Some parents with children in international and bilingual schools took to social media to voice concerns that increasing the time spent on the Chinese courses would reduce the time for other courses that give their children a more all-round education than what is available in public schools.
Shanghai, which has a large number of international curriculum and joint-venture international schools, had already attempted to clarify the rules last month.
Shanghai education officials told administrators at international schools and public schools with international units they would have to comply with government rules on “national education” or China-specific subjects such as Chinese history, constitution, and morals.
“The regulation has been in place for some time, but now they are really enforcing it, so that up until grade 9 [age 15], children have to follow the Chinese curriculum,” said Anne Keeling, a spokesperson for the International Schools Consultancy based in Oxford, England.
“Most of the international schools that we have feedback from are already working within the Chinese regulations to deliver the best international education within the restrictions set by the Chinese government.”
But Keeling admitted it will have an impact on international programmes such as the international version of the British middle-school qualification for 14-16 year olds, the IGCSE, which was becoming increasingly popular.
Several international school teachers in China said the English language skills and preparedness of Chinese applicants to foreign universities had improved substantially in recent years, in part due to an earlier start with bilingual education and international-style curricula at such schools before the ‘crunch’ years of preparing for the IB or A-Levels at age 16-18.
According to the Chinese Ministry of Education, more than 11% of junior middle-school pupils studied at private schools last year.

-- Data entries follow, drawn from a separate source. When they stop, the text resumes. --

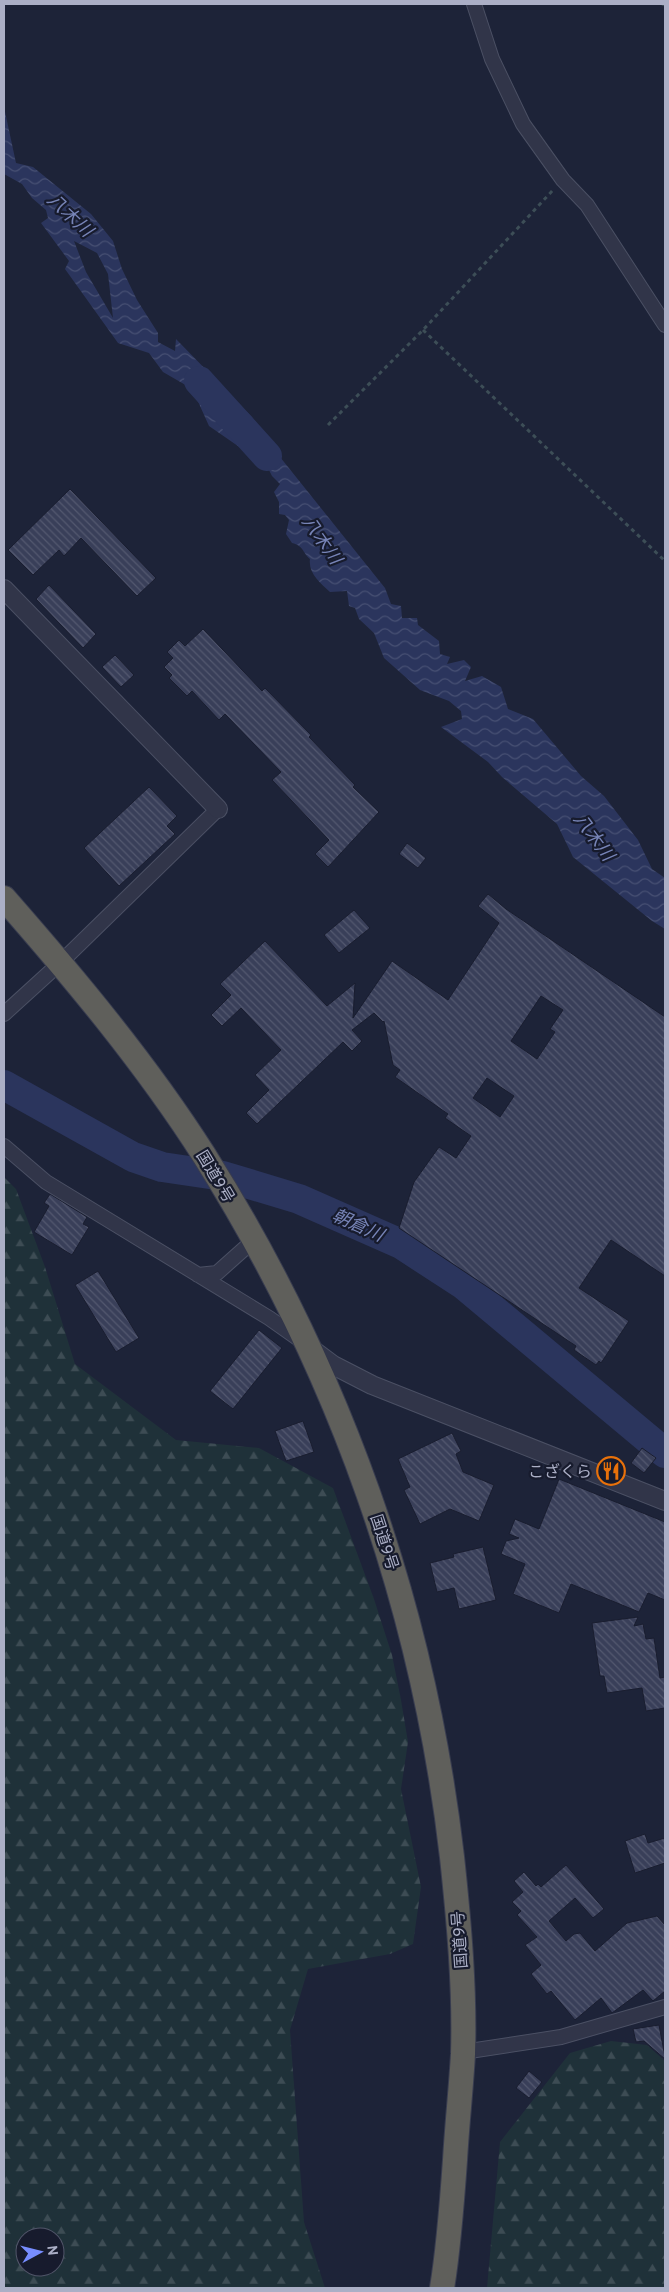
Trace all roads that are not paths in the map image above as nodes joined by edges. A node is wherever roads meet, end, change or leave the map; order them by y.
1 (474, 4) edge
2 (665, 325) edge
3 (4, 589) edge
4 (218, 809) joint
5 (4, 898) edge
6 (60, 963) junction
7 (4, 1014) edge
8 (4, 1146) edge
9 (254, 1240) junction
10 (198, 1275) junction
11 (308, 1346) junction
12 (665, 1501) edge
13 (665, 2007) edge
14 (463, 2052) junction
15 (442, 2288) edge

1 - 2 street
3 - 4 street
4 - 6 street
5 - 6 highway, 国道9号
6 - 7 street
6 - 9 highway, 国道9号
8 - 10 street
9 - 10 street
9 - 11 highway, 国道9号
10 - 11 street
11 - 12 street
11 - 14 highway, 国道9号
13 - 14 street
14 - 15 highway, 国道9号

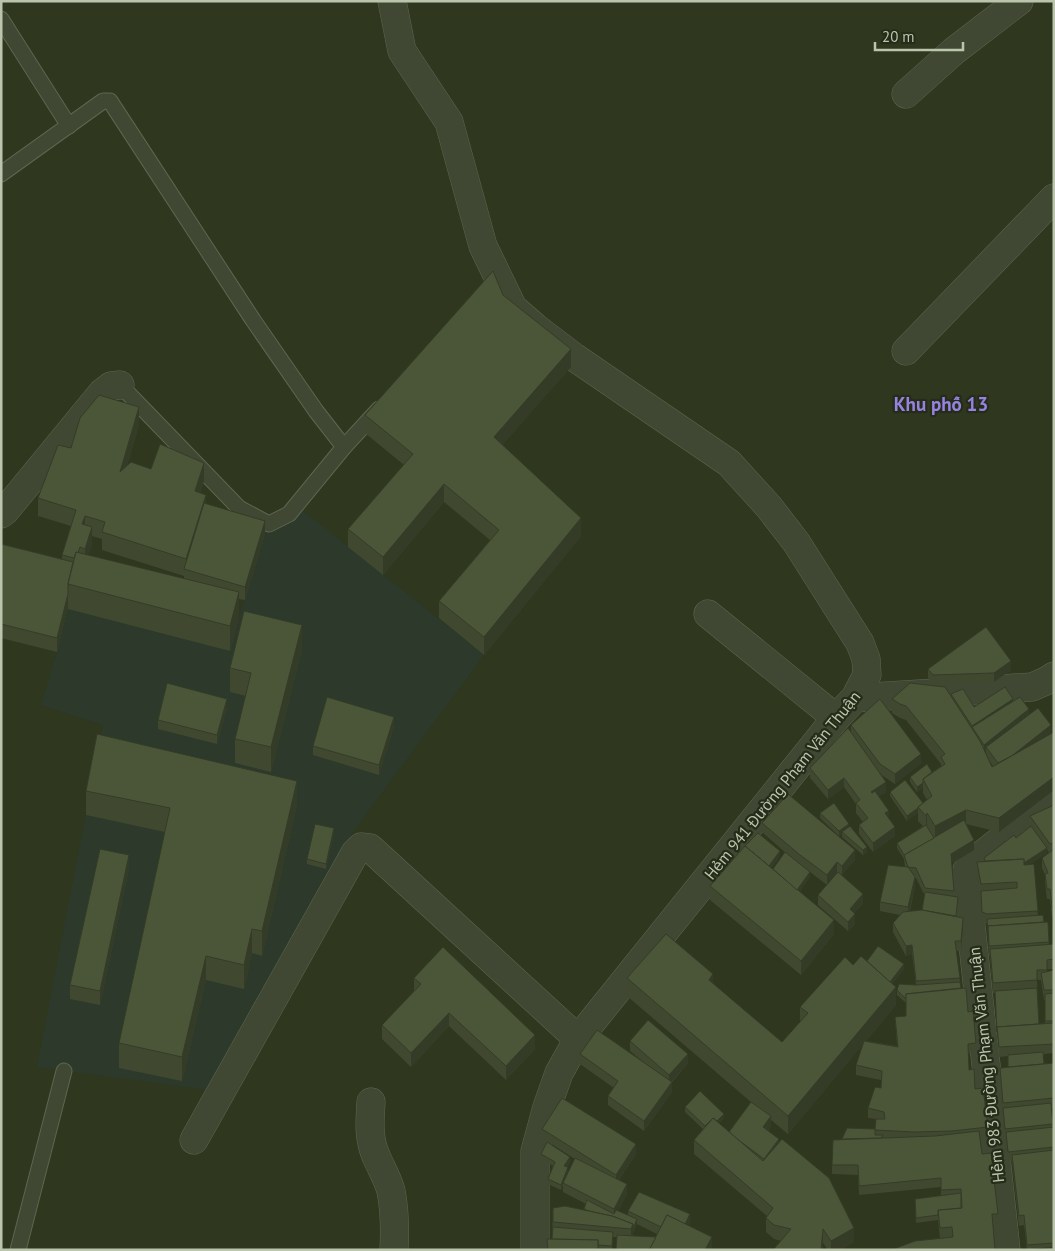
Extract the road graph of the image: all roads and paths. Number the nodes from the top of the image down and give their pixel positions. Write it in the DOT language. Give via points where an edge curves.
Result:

In 2005, it was 6%.
Campbell Douglas, head of Dulwich College International High School, Zhuhai, a British-curriculum international school in Southern China which takes pupils aged 15-19, said it was important for Chinese pupils to start learning in English earlier.

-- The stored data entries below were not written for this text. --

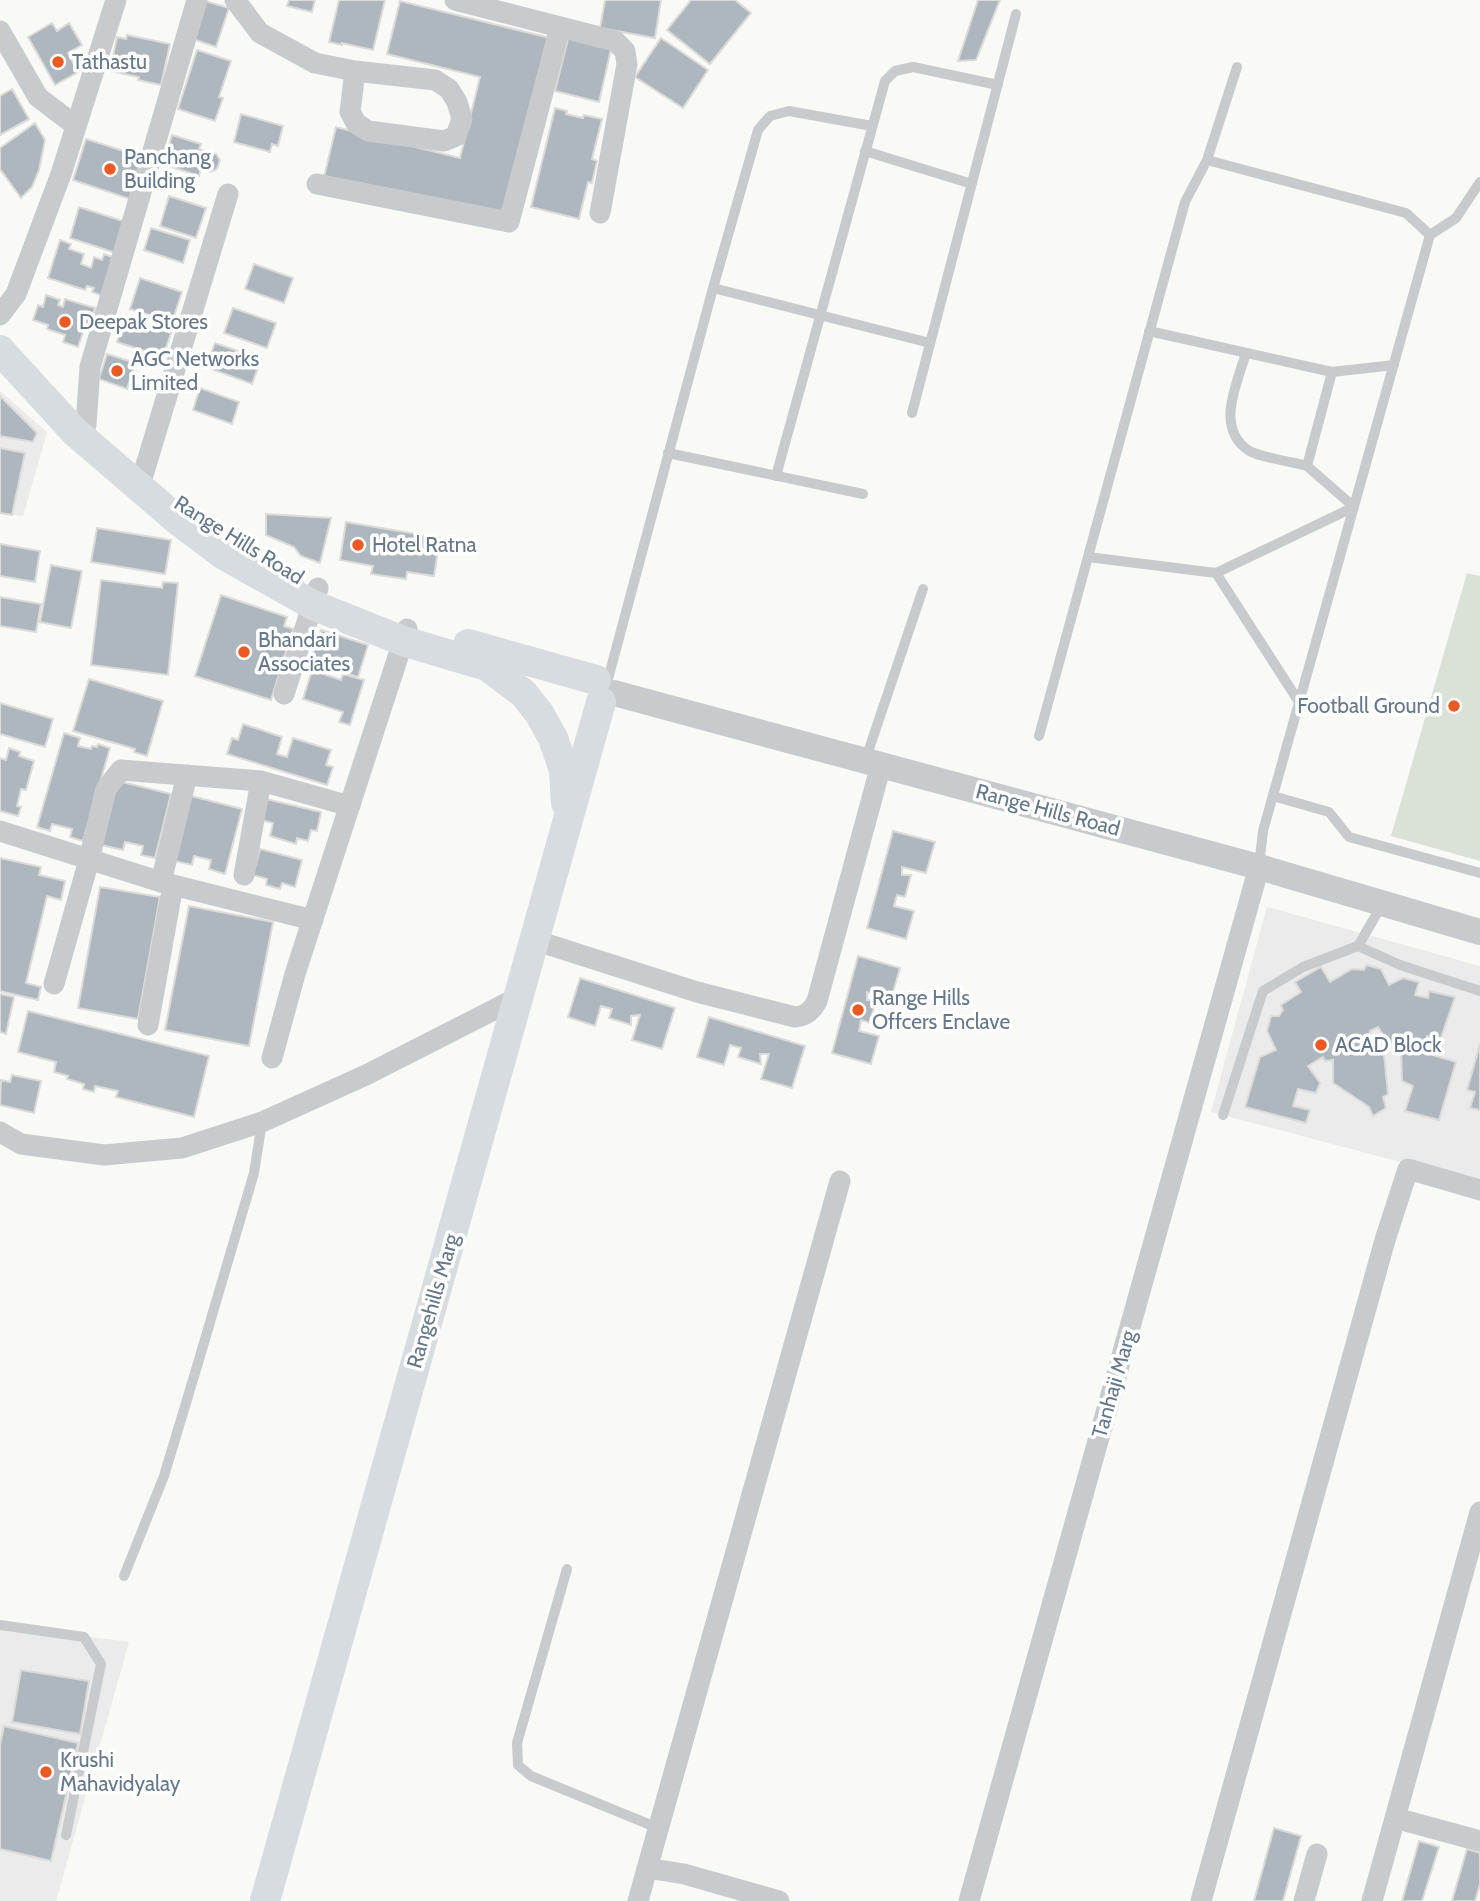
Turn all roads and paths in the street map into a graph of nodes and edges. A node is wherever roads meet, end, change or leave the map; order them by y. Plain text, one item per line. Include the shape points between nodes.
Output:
1 (116, 0) edge
2 (197, 0) edge
3 (235, 0) edge
4 (455, 0) edge
5 (1016, 14) dead end
6 (560, 27) junction
7 (0, 31) edge
8 (1237, 67) dead end
9 (355, 71) junction
10 (998, 85) junction
11 (76, 125) junction
12 (872, 126) junction
13 (865, 151) junction
14 (1207, 160) junction
15 (1480, 182) edge
16 (317, 184) dead end
17 (972, 184) junction
18 (228, 194) dead end
19 (600, 213) dead end
20 (1430, 235) junction
21 (713, 288) junction
22 (0, 315) edge
23 (820, 315) junction
24 (0, 329) edge
25 (1149, 331) junction
26 (930, 343) junction
27 (0, 350) edge
28 (1245, 353) junction
29 (1394, 365) junction
30 (1332, 372) junction
31 (912, 413) dead end
32 (86, 425) junction
33 (668, 453) junction
34 (1307, 466) junction
35 (144, 475) junction
36 (776, 476) junction
37 (863, 494) dead end
38 (1354, 507) junction
39 (1088, 557) junction
40 (1216, 573) junction
41 (923, 589) dead end
42 (316, 596) junction
43 (405, 634) junction
44 (487, 666) junction
45 (602, 690) junction
46 (284, 694) dead end
47 (1299, 702) junction
48 (1039, 736) dead end
49 (873, 763) junction
50 (187, 775) junction
51 (261, 781) junction
52 (1273, 796) junction
53 (350, 806) junction
54 (568, 821) junction
55 (0, 831) edge
56 (89, 860) junction
57 (1259, 867) junction
58 (1480, 873) edge
59 (243, 875) dead end
60 (167, 884) junction
61 (1383, 903) junction
62 (313, 920) junction
63 (1480, 932) edge
64 (534, 940) junction
65 (1357, 946) junction
66 (54, 984) dead end
67 (1480, 991) edge
68 (519, 997) junction
69 (148, 1026) dead end
70 (272, 1058) dead end
71 (1223, 1115) dead end
72 (262, 1122) junction
73 (0, 1132) edge
74 (840, 1181) dead end
75 (1480, 1190) edge
76 (1480, 1513) edge
77 (1473, 1563) edge
78 (567, 1569) dead end
79 (124, 1576) dead end
80 (0, 1625) edge
81 (1395, 1818) junction
82 (658, 1828) junction
83 (66, 1835) dead end
84 (1480, 1841) edge
85 (1317, 1854) dead end
86 (648, 1868) junction
87 (265, 1901) edge
88 (638, 1901) edge
89 (779, 1901) edge
90 (969, 1901) edge
91 (1201, 1901) edge
92 (1304, 1901) edge
93 (1372, 1901) edge

1 - 11 street
2 - 32 street via 90,367
3 - 9 street via 260,33 315,63
4 - 6 street
5 - 10 lane
6 - 16 street via 509,222
6 - 19 street via 615,41 627,57
7 - 11 street via 38,97
8 - 14 lane
9 - 9 street via 435,80 449,89 461,119 456,136 444,141 361,128 350,112
10 - 12 lane via 904,68 885,81
10 - 17 lane
11 - 22 street via 16,294
12 - 13 lane
12 - 21 lane via 789,111 764,122
13 - 17 lane
13 - 23 lane
14 - 20 lane via 1406,214
14 - 25 lane via 1185,202
15 - 20 lane via 1456,218
17 - 26 lane
18 - 35 street
20 - 29 lane
21 - 23 lane
21 - 33 lane
23 - 26 lane
23 - 36 lane
24 - 32 main road, Range Hills Road
25 - 28 lane
25 - 39 lane
26 - 31 lane
27 - 42 main road via 75,432 180,523 223,555
28 - 30 lane
28 - 34 lane via 1229,412 1231,431 1249,451
29 - 30 lane
29 - 38 lane
30 - 34 lane
32 - 35 main road, Range Hills Road
33 - 36 lane
33 - 45 lane
34 - 38 lane
35 - 42 main road, Range Hills Road via 188,513
36 - 37 lane
38 - 40 lane
38 - 47 lane
39 - 40 lane
39 - 48 lane
40 - 47 lane
41 - 49 lane
42 - 43 main road, Range Hills Road
42 - 46 street
43 - 44 main road, Range Hills Road
43 - 45 main road, Range Hills Road via 453,640
43 - 53 street
44 - 45 main road, Range Hills Road
44 - 54 main road via 523,693 553,738 564,770
45 - 49 street, Range Hills Road
45 - 54 main road, Rangehills Marg
47 - 52 lane
49 - 57 street, Range Hills Road
49 - 64 street via 817,1001 802,1016 697,992
50 - 51 street
50 - 56 street via 121,770 106,789
50 - 60 street
51 - 53 street
51 - 59 street
52 - 57 lane
52 - 58 lane via 1329,812 1349,837
53 - 62 street
54 - 64 main road, Rangehills Marg
55 - 56 street
56 - 60 street
56 - 66 street
57 - 61 street, Range Hills Road
57 - 90 street, Tanhaji Marg
60 - 62 street
60 - 69 street
61 - 63 street, Range Hills Road
61 - 65 lane
62 - 70 street
64 - 68 main road, Rangehills Marg
65 - 67 lane
65 - 71 lane via 1303,967 1263,991
68 - 72 street
68 - 87 main road, Rangehills Marg
72 - 73 street via 182,1148 104,1154 21,1144
72 - 79 lane via 254,1173 164,1476
74 - 82 street
75 - 91 street via 1408,1169
76 - 77 street
77 - 81 street
78 - 82 lane via 517,1743 518,1765 531,1776
80 - 83 lane via 84,1637 101,1664
81 - 84 street
81 - 93 street
82 - 86 street
85 - 92 street
86 - 88 street
86 - 89 street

“Improving their English from that point [age 15] onwards is very difficult,” he told University World News earlier this year.
“It is not that difficult to get a Chinese student into a university overseas, but for them to be successful when they are there is hard,” he said, referring to a different learning culture at Western universities.
“It’s obviously going to help them the sooner children can start learning in English so that they are very competent in the language by the time they get to university. If they are starting to develop a Western style of learning, that will also help,” said Keeling.
Parents have become reluctant to send their single child abroad before university. “There have been many reports of children going abroad at an early age to be prepared for Western learning… they really struggle. They can be really unhappy,” she added.
More than 12 million students attend around 10,000 private primary and middle schools, according to the Education Ministry data released in 2015. Of these, some 256 are international curriculum or international schools, with many more planned to open, particularly in Southern China.
There is also growing public concern over what is seen as growing inequality between public school students and those who can afford expensive international and bilingual programmes. Private schools are also used by the children of migrant workers who fail to get a residence permit under China’s strict rules, which would allow their children to be educated in the public education system.